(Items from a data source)
**********

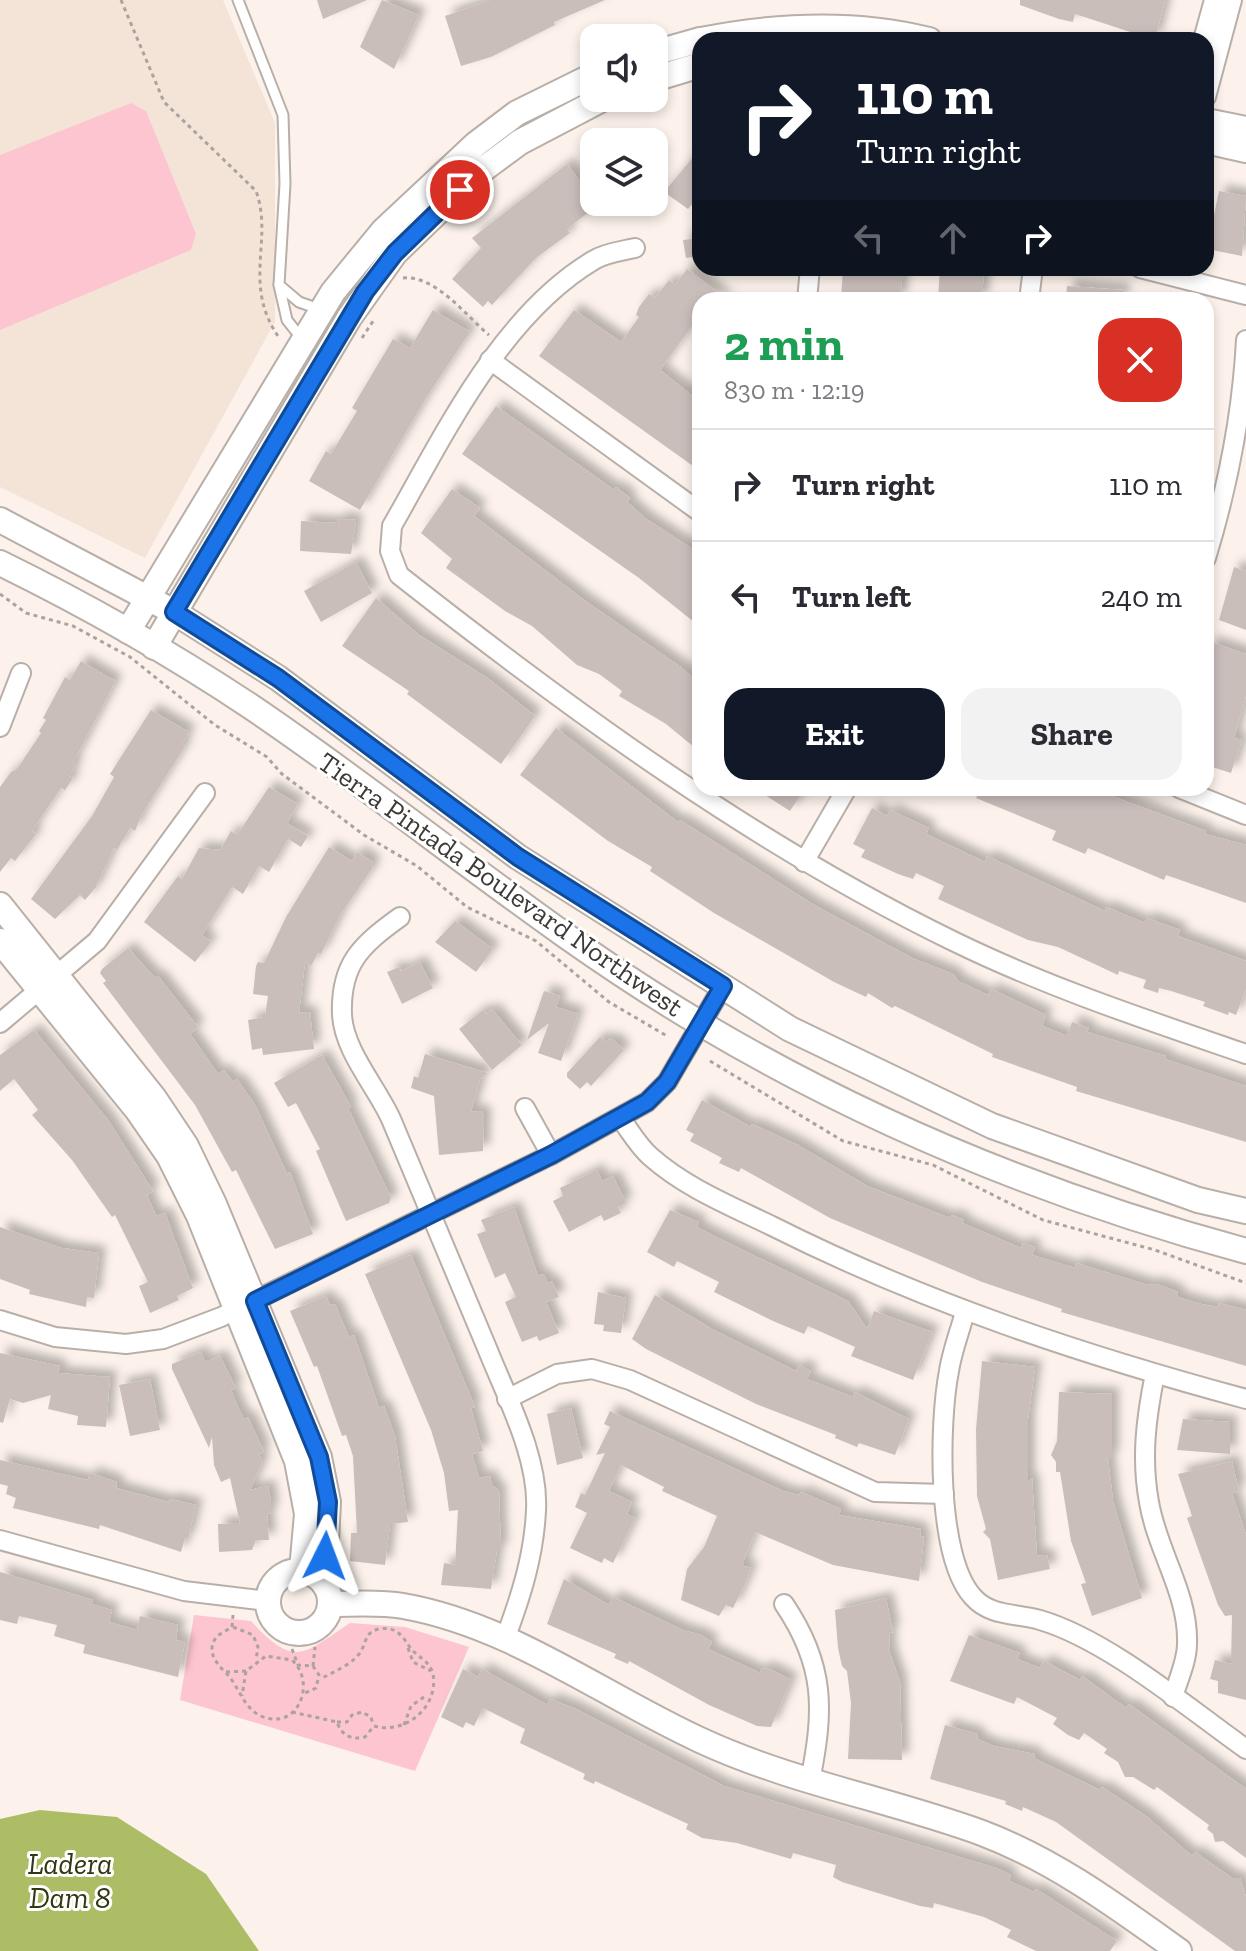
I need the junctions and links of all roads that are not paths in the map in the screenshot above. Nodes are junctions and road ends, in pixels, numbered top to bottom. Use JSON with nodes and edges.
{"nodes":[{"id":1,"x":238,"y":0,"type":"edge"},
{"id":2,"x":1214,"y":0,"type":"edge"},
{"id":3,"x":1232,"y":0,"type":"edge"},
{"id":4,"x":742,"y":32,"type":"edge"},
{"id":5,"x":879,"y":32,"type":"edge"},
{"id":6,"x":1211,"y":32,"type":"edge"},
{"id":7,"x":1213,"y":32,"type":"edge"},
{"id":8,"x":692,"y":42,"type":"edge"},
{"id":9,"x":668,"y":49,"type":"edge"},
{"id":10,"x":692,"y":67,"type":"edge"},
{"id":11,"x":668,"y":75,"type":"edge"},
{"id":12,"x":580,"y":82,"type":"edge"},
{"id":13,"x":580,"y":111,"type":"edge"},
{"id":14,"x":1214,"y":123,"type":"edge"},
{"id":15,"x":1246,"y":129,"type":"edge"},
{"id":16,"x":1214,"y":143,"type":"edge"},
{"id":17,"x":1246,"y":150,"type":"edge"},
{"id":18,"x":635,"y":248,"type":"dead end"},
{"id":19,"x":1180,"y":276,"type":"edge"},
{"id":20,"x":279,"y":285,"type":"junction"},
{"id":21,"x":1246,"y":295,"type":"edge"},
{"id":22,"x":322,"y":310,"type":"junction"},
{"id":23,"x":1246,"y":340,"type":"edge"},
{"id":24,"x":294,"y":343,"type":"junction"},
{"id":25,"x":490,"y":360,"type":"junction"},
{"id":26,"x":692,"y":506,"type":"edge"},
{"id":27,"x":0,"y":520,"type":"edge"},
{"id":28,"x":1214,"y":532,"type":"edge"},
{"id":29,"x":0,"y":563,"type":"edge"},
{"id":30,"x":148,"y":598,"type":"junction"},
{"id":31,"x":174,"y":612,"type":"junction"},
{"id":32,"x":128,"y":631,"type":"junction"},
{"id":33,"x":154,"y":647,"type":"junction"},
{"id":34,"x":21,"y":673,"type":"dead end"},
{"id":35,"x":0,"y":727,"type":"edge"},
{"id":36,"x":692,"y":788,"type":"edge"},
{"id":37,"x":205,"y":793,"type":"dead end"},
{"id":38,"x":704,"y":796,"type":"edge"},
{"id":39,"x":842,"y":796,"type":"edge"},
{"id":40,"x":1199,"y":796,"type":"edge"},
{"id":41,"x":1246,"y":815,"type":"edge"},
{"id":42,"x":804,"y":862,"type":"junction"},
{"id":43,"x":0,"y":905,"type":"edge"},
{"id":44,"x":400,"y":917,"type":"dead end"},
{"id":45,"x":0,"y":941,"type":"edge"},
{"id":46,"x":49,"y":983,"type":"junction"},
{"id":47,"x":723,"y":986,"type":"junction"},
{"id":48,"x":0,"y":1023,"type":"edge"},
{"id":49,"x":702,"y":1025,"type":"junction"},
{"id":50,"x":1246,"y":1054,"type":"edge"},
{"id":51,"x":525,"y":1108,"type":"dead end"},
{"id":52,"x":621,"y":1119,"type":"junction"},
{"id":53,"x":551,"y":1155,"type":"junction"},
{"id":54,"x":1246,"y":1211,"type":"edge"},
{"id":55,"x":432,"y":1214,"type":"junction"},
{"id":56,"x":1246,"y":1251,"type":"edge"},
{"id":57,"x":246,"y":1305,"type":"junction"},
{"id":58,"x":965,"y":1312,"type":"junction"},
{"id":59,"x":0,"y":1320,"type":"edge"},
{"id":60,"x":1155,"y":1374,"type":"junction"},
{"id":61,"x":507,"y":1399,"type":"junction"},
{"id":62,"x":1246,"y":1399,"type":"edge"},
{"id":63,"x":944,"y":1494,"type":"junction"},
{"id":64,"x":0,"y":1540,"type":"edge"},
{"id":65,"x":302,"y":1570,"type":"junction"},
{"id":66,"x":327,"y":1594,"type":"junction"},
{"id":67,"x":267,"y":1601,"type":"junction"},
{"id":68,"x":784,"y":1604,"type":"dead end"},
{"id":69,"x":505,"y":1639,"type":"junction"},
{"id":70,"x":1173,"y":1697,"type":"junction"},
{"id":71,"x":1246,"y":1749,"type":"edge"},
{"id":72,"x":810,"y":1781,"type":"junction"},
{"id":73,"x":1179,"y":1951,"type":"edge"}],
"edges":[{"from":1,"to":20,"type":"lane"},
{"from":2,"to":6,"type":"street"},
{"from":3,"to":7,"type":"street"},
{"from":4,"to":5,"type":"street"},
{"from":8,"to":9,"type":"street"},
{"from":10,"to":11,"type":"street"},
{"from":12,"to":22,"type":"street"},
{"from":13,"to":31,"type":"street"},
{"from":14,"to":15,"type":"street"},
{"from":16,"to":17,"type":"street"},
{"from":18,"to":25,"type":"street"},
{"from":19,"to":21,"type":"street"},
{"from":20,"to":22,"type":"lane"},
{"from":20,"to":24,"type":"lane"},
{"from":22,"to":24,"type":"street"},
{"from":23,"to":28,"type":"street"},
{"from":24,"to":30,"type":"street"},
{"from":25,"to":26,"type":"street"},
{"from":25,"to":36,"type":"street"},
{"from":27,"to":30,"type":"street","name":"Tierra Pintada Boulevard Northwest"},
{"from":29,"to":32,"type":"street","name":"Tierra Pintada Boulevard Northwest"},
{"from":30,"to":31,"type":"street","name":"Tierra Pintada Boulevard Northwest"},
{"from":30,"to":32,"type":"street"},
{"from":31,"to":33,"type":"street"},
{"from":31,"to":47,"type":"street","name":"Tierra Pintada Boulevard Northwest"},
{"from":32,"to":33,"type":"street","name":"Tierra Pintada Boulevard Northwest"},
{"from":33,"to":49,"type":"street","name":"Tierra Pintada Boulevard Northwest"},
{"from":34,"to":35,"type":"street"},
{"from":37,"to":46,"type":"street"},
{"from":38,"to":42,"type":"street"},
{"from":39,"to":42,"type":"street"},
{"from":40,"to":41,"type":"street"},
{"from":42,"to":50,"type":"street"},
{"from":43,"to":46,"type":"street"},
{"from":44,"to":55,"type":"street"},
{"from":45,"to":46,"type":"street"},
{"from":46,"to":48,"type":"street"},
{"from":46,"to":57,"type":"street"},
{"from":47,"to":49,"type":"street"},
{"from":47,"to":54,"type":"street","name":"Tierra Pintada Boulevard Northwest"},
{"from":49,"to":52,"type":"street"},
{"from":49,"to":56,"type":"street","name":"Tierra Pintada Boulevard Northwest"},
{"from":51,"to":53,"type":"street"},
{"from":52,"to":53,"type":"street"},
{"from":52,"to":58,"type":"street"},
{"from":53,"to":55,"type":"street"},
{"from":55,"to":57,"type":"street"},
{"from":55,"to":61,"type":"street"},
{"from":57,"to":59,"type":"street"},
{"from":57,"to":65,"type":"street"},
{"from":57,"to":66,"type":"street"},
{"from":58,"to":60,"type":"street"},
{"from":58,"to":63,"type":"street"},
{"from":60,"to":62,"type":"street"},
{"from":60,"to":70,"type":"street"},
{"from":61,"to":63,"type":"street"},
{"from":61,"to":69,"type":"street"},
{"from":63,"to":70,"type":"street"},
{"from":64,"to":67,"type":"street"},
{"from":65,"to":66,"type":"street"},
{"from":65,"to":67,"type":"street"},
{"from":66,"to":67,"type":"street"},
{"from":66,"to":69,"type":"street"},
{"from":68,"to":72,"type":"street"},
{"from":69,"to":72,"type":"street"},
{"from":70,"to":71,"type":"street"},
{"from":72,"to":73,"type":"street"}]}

**********

§ Goal of the exercise
A faithful reproduction of every entry, with no pictures, is the expected answer.

§ Completed exercise
I need the junctions and links of all roads that are not paths in the map in the screenshot above. Nodes are junctions and road ends, in pixels, numbered top to bottom. Use JSON with nodes and edges.
{"nodes":[{"id":1,"x":238,"y":0,"type":"edge"},
{"id":2,"x":1214,"y":0,"type":"edge"},
{"id":3,"x":1232,"y":0,"type":"edge"},
{"id":4,"x":742,"y":32,"type":"edge"},
{"id":5,"x":879,"y":32,"type":"edge"},
{"id":6,"x":1211,"y":32,"type":"edge"},
{"id":7,"x":1213,"y":32,"type":"edge"},
{"id":8,"x":692,"y":42,"type":"edge"},
{"id":9,"x":668,"y":49,"type":"edge"},
{"id":10,"x":692,"y":67,"type":"edge"},
{"id":11,"x":668,"y":75,"type":"edge"},
{"id":12,"x":580,"y":82,"type":"edge"},
{"id":13,"x":580,"y":111,"type":"edge"},
{"id":14,"x":1214,"y":123,"type":"edge"},
{"id":15,"x":1246,"y":129,"type":"edge"},
{"id":16,"x":1214,"y":143,"type":"edge"},
{"id":17,"x":1246,"y":150,"type":"edge"},
{"id":18,"x":635,"y":248,"type":"dead end"},
{"id":19,"x":1180,"y":276,"type":"edge"},
{"id":20,"x":279,"y":285,"type":"junction"},
{"id":21,"x":1246,"y":295,"type":"edge"},
{"id":22,"x":322,"y":310,"type":"junction"},
{"id":23,"x":1246,"y":340,"type":"edge"},
{"id":24,"x":294,"y":343,"type":"junction"},
{"id":25,"x":490,"y":360,"type":"junction"},
{"id":26,"x":692,"y":506,"type":"edge"},
{"id":27,"x":0,"y":520,"type":"edge"},
{"id":28,"x":1214,"y":532,"type":"edge"},
{"id":29,"x":0,"y":563,"type":"edge"},
{"id":30,"x":148,"y":598,"type":"junction"},
{"id":31,"x":174,"y":612,"type":"junction"},
{"id":32,"x":128,"y":631,"type":"junction"},
{"id":33,"x":154,"y":647,"type":"junction"},
{"id":34,"x":21,"y":673,"type":"dead end"},
{"id":35,"x":0,"y":727,"type":"edge"},
{"id":36,"x":692,"y":788,"type":"edge"},
{"id":37,"x":205,"y":793,"type":"dead end"},
{"id":38,"x":704,"y":796,"type":"edge"},
{"id":39,"x":842,"y":796,"type":"edge"},
{"id":40,"x":1199,"y":796,"type":"edge"},
{"id":41,"x":1246,"y":815,"type":"edge"},
{"id":42,"x":804,"y":862,"type":"junction"},
{"id":43,"x":0,"y":905,"type":"edge"},
{"id":44,"x":400,"y":917,"type":"dead end"},
{"id":45,"x":0,"y":941,"type":"edge"},
{"id":46,"x":49,"y":983,"type":"junction"},
{"id":47,"x":723,"y":986,"type":"junction"},
{"id":48,"x":0,"y":1023,"type":"edge"},
{"id":49,"x":702,"y":1025,"type":"junction"},
{"id":50,"x":1246,"y":1054,"type":"edge"},
{"id":51,"x":525,"y":1108,"type":"dead end"},
{"id":52,"x":621,"y":1119,"type":"junction"},
{"id":53,"x":551,"y":1155,"type":"junction"},
{"id":54,"x":1246,"y":1211,"type":"edge"},
{"id":55,"x":432,"y":1214,"type":"junction"},
{"id":56,"x":1246,"y":1251,"type":"edge"},
{"id":57,"x":246,"y":1305,"type":"junction"},
{"id":58,"x":965,"y":1312,"type":"junction"},
{"id":59,"x":0,"y":1320,"type":"edge"},
{"id":60,"x":1155,"y":1374,"type":"junction"},
{"id":61,"x":507,"y":1399,"type":"junction"},
{"id":62,"x":1246,"y":1399,"type":"edge"},
{"id":63,"x":944,"y":1494,"type":"junction"},
{"id":64,"x":0,"y":1540,"type":"edge"},
{"id":65,"x":302,"y":1570,"type":"junction"},
{"id":66,"x":327,"y":1594,"type":"junction"},
{"id":67,"x":267,"y":1601,"type":"junction"},
{"id":68,"x":784,"y":1604,"type":"dead end"},
{"id":69,"x":505,"y":1639,"type":"junction"},
{"id":70,"x":1173,"y":1697,"type":"junction"},
{"id":71,"x":1246,"y":1749,"type":"edge"},
{"id":72,"x":810,"y":1781,"type":"junction"},
{"id":73,"x":1179,"y":1951,"type":"edge"}],
"edges":[{"from":1,"to":20,"type":"lane"},
{"from":2,"to":6,"type":"street"},
{"from":3,"to":7,"type":"street"},
{"from":4,"to":5,"type":"street"},
{"from":8,"to":9,"type":"street"},
{"from":10,"to":11,"type":"street"},
{"from":12,"to":22,"type":"street"},
{"from":13,"to":31,"type":"street"},
{"from":14,"to":15,"type":"street"},
{"from":16,"to":17,"type":"street"},
{"from":18,"to":25,"type":"street"},
{"from":19,"to":21,"type":"street"},
{"from":20,"to":22,"type":"lane"},
{"from":20,"to":24,"type":"lane"},
{"from":22,"to":24,"type":"street"},
{"from":23,"to":28,"type":"street"},
{"from":24,"to":30,"type":"street"},
{"from":25,"to":26,"type":"street"},
{"from":25,"to":36,"type":"street"},
{"from":27,"to":30,"type":"street","name":"Tierra Pintada Boulevard Northwest"},
{"from":29,"to":32,"type":"street","name":"Tierra Pintada Boulevard Northwest"},
{"from":30,"to":31,"type":"street","name":"Tierra Pintada Boulevard Northwest"},
{"from":30,"to":32,"type":"street"},
{"from":31,"to":33,"type":"street"},
{"from":31,"to":47,"type":"street","name":"Tierra Pintada Boulevard Northwest"},
{"from":32,"to":33,"type":"street","name":"Tierra Pintada Boulevard Northwest"},
{"from":33,"to":49,"type":"street","name":"Tierra Pintada Boulevard Northwest"},
{"from":34,"to":35,"type":"street"},
{"from":37,"to":46,"type":"street"},
{"from":38,"to":42,"type":"street"},
{"from":39,"to":42,"type":"street"},
{"from":40,"to":41,"type":"street"},
{"from":42,"to":50,"type":"street"},
{"from":43,"to":46,"type":"street"},
{"from":44,"to":55,"type":"street"},
{"from":45,"to":46,"type":"street"},
{"from":46,"to":48,"type":"street"},
{"from":46,"to":57,"type":"street"},
{"from":47,"to":49,"type":"street"},
{"from":47,"to":54,"type":"street","name":"Tierra Pintada Boulevard Northwest"},
{"from":49,"to":52,"type":"street"},
{"from":49,"to":56,"type":"street","name":"Tierra Pintada Boulevard Northwest"},
{"from":51,"to":53,"type":"street"},
{"from":52,"to":53,"type":"street"},
{"from":52,"to":58,"type":"street"},
{"from":53,"to":55,"type":"street"},
{"from":55,"to":57,"type":"street"},
{"from":55,"to":61,"type":"street"},
{"from":57,"to":59,"type":"street"},
{"from":57,"to":65,"type":"street"},
{"from":57,"to":66,"type":"street"},
{"from":58,"to":60,"type":"street"},
{"from":58,"to":63,"type":"street"},
{"from":60,"to":62,"type":"street"},
{"from":60,"to":70,"type":"street"},
{"from":61,"to":63,"type":"street"},
{"from":61,"to":69,"type":"street"},
{"from":63,"to":70,"type":"street"},
{"from":64,"to":67,"type":"street"},
{"from":65,"to":66,"type":"street"},
{"from":65,"to":67,"type":"street"},
{"from":66,"to":67,"type":"street"},
{"from":66,"to":69,"type":"street"},
{"from":68,"to":72,"type":"street"},
{"from":69,"to":72,"type":"street"},
{"from":70,"to":71,"type":"street"},
{"from":72,"to":73,"type":"street"}]}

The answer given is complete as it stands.